Penyegaran Birokrasi, Dua Pejabat Strategis Pemprov Lampung Bertukar Posisi
Robertus Didik Budiawan Cahyono April 09, 2026 12:19 PM

Tribunlampung.co.id, Bandar Lampung - Pemerintah Provinsi Lampung kembali melakukan penyegaran birokrasi melalui rotasi jabatan pejabat tinggi pratama. Langkah ini dilakukan untuk memperkuat kinerja sektor strategis, khususnya energi dan sumber daya air.

Sekretaris Daerah Provinsi Lampung Marindo Kurniawan melantik dan mengambil sumpah/janji jabatan pejabat eselon II di lingkungan Pemprov Lampung, Kamis (9/4/2026). 
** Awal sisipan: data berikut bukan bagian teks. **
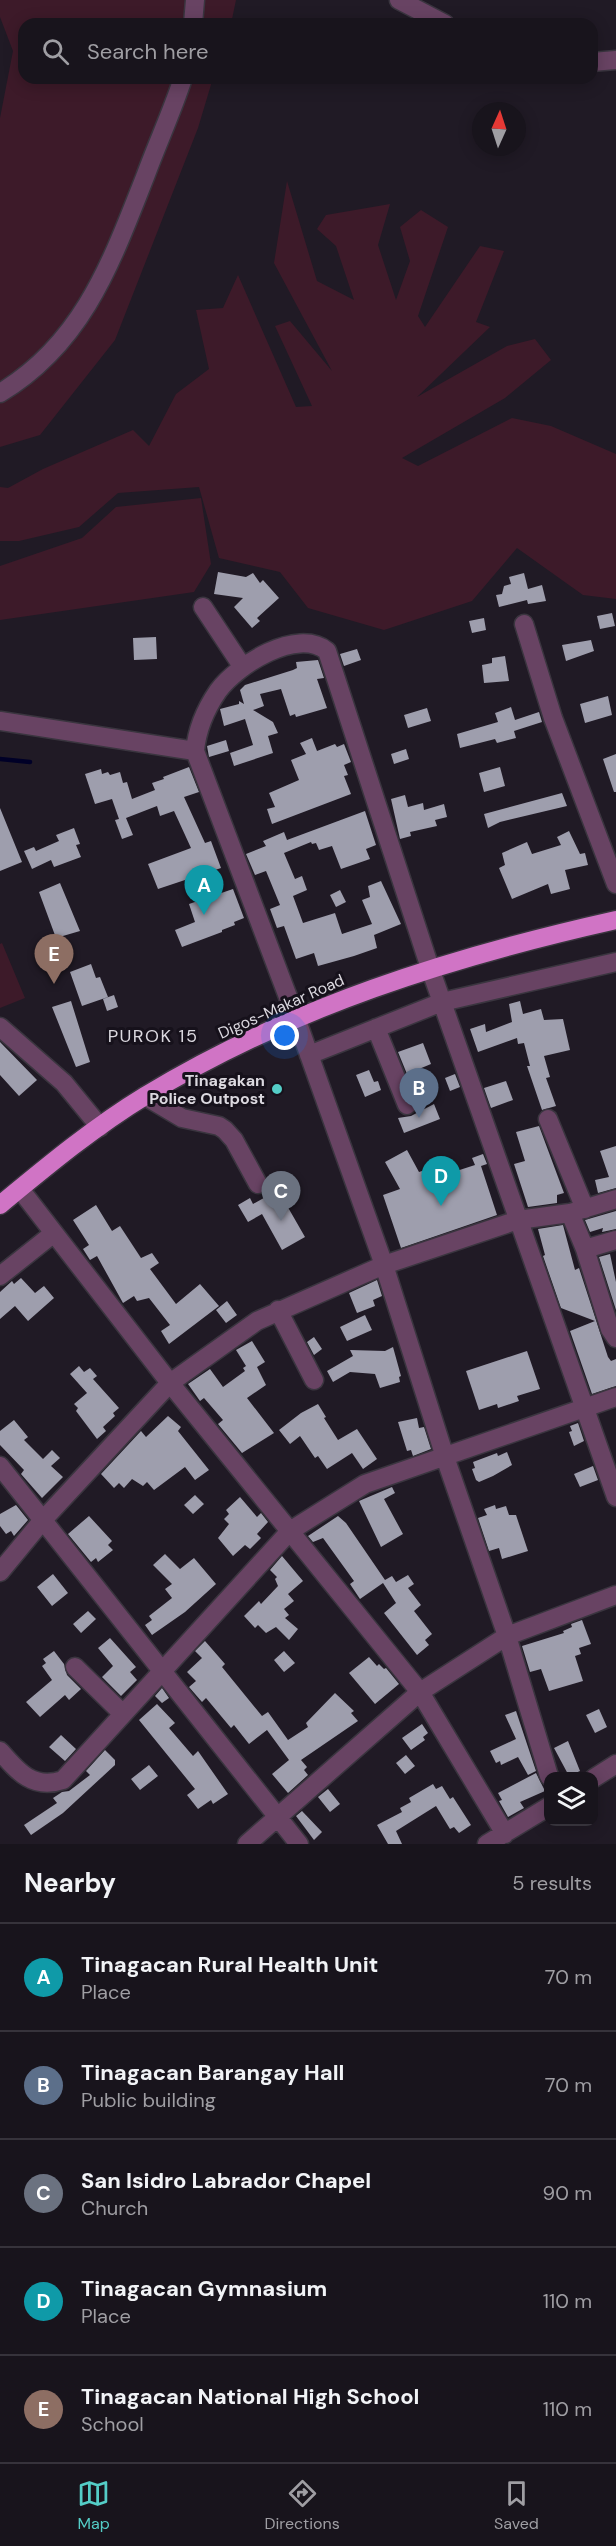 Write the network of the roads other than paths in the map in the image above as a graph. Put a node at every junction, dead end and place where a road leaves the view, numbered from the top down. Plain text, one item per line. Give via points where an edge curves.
1 (195, 0) edge
2 (399, 0) edge
3 (194, 18) edge
4 (434, 18) edge
5 (616, 60) edge
6 (598, 62) edge
7 (181, 84) edge
8 (0, 393) edge
9 (203, 607) dead end
10 (524, 624) dead end
11 (242, 666) junction
12 (0, 721) edge
13 (195, 752) junction
14 (615, 881) edge
15 (616, 920) edge
16 (616, 962) edge
17 (430, 968) junction
18 (442, 1002) junction
19 (296, 1017) junction
20 (0, 1027) edge
21 (376, 1028) junction
22 (309, 1055) junction
23 (145, 1096) junction
24 (407, 1105) dead end
25 (548, 1119) dead end
26 (100, 1127) junction
27 (258, 1184) dead end
28 (20, 1189) junction
29 (616, 1199) edge
30 (0, 1205) edge
31 (578, 1211) junction
32 (518, 1220) junction
33 (54, 1233) junction
34 (616, 1240) edge
35 (585, 1248) junction
36 (384, 1265) junction
37 (0, 1276) edge
38 (278, 1310) junction
39 (616, 1338) edge
40 (314, 1380) dead end
41 (171, 1383) junction
42 (616, 1397) edge
43 (584, 1406) junction
44 (445, 1456) junction
45 (0, 1466) edge
46 (616, 1497) edge
47 (42, 1521) junction
48 (290, 1531) junction
49 (0, 1572) edge
50 (616, 1595) edge
51 (507, 1636) junction
52 (75, 1667) dead end
53 (162, 1669) junction
54 (420, 1692) junction
55 (122, 1713) junction
56 (0, 1751) edge
57 (616, 1764) edge
58 (548, 1772) edge
59 (598, 1775) edge
60 (544, 1810) edge
61 (279, 1818) junction
62 (505, 1834) junction
63 (247, 1844) edge
64 (299, 1844) edge
65 (487, 1844) edge

1 - 3 street
2 - 4 street
5 - 6 street
7 - 8 street via 116,250 82,316 33,372
9 - 11 street
10 - 14 street via 553,718
11 - 13 street via 219,690 205,713 197,731
11 - 17 street via 285,646 308,642 327,651
12 - 13 street
13 - 19 street
15 - 17 highway, Digos-Makar Road via 538,937
16 - 18 street
17 - 18 street
17 - 19 highway, Digos-Makar Road
18 - 21 street
18 - 32 street
19 - 22 street
19 - 23 highway, Digos-Makar Road
20 - 26 street via 64,1083
21 - 22 street
21 - 24 street
22 - 36 street
23 - 26 highway, Digos-Makar Road
23 - 27 street via 182,1118 225,1130
25 - 31 street
26 - 28 highway, Digos-Makar Road
28 - 30 highway, Digos-Makar Road
28 - 33 street
29 - 31 street
31 - 32 street
31 - 35 street
32 - 36 street
32 - 43 street
33 - 37 street
33 - 41 street
34 - 35 street
35 - 39 street
36 - 38 street
36 - 44 street
38 - 40 street
38 - 41 street
41 - 47 street
41 - 48 street
42 - 43 street
43 - 44 street
43 - 46 street
44 - 48 street via 365,1484
44 - 51 street
45 - 47 street
47 - 49 street
47 - 53 street
48 - 53 street
48 - 54 street
50 - 51 street
51 - 54 street
51 - 58 street
52 - 55 street
53 - 55 street
53 - 61 street
54 - 61 street
54 - 62 street
55 - 56 street via 71,1773 53,1783 34,1782 21,1776
57 - 59 street
60 - 62 street
61 - 63 street
61 - 64 street
62 - 65 street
Pelantikan berlangsung di Ruang Rapat Utama Kantor Gubernur Lampung. Pelantikan tersebut berdasarkan Surat Keputusan Gubernur Lampung Nomor 800.1.3.3/919/VI.04/2026 tentang pengangkatan, pemindahan, dan pemberhentian PNS dalam dan dari jabatan pimpinan tinggi pratama.

Dalam keputusan itu, Gubernur Lampung, Rahmat Mirzani Djausal, menetapkan rotasi dua pejabat. Febrizal Levi Sukmana yang sebelumnya menjabat Kepala Dinas Energi dan Sumber Daya Mineral kini dipercaya sebagai Kepala Dinas Pengelolaan Sumber Daya Air.

Sementara itu, Budi Darmawan yang sebelumnya menjabat Kepala Dinas Pengelolaan Sumber Daya Air kini mengemban tugas baru sebagai Kepala Dinas Energi dan Sumber Daya Mineral Provinsi Lampung.

Baca juga: Pemprov Lampung Perbaiki Jalan Kasui-Air Ringkih, Akses Masyarakat 2 Provinsi Makin Mudah

Dalam sambutan tertulis gubernur yang dibacakan Sekda, Marindo menegaskan, rotasi jabatan merupakan hal yang wajar dalam birokrasi sebagai bagian dari strategi organisasi untuk meningkatkan kinerja serta penyegaran.

“Peralihan tugas ini merupakan bagian dari tour of duty dan tour of area untuk memperkaya pengalaman serta perspektif kepemimpinan,” ujarnya.

Gubernur juga menekankan, jabatan tidak boleh dipandang sebagai zona nyaman. Menurutnya, setiap posisi adalah amanah yang harus dijalankan sesuai kebutuhan organisasi dan kepentingan masyarakat.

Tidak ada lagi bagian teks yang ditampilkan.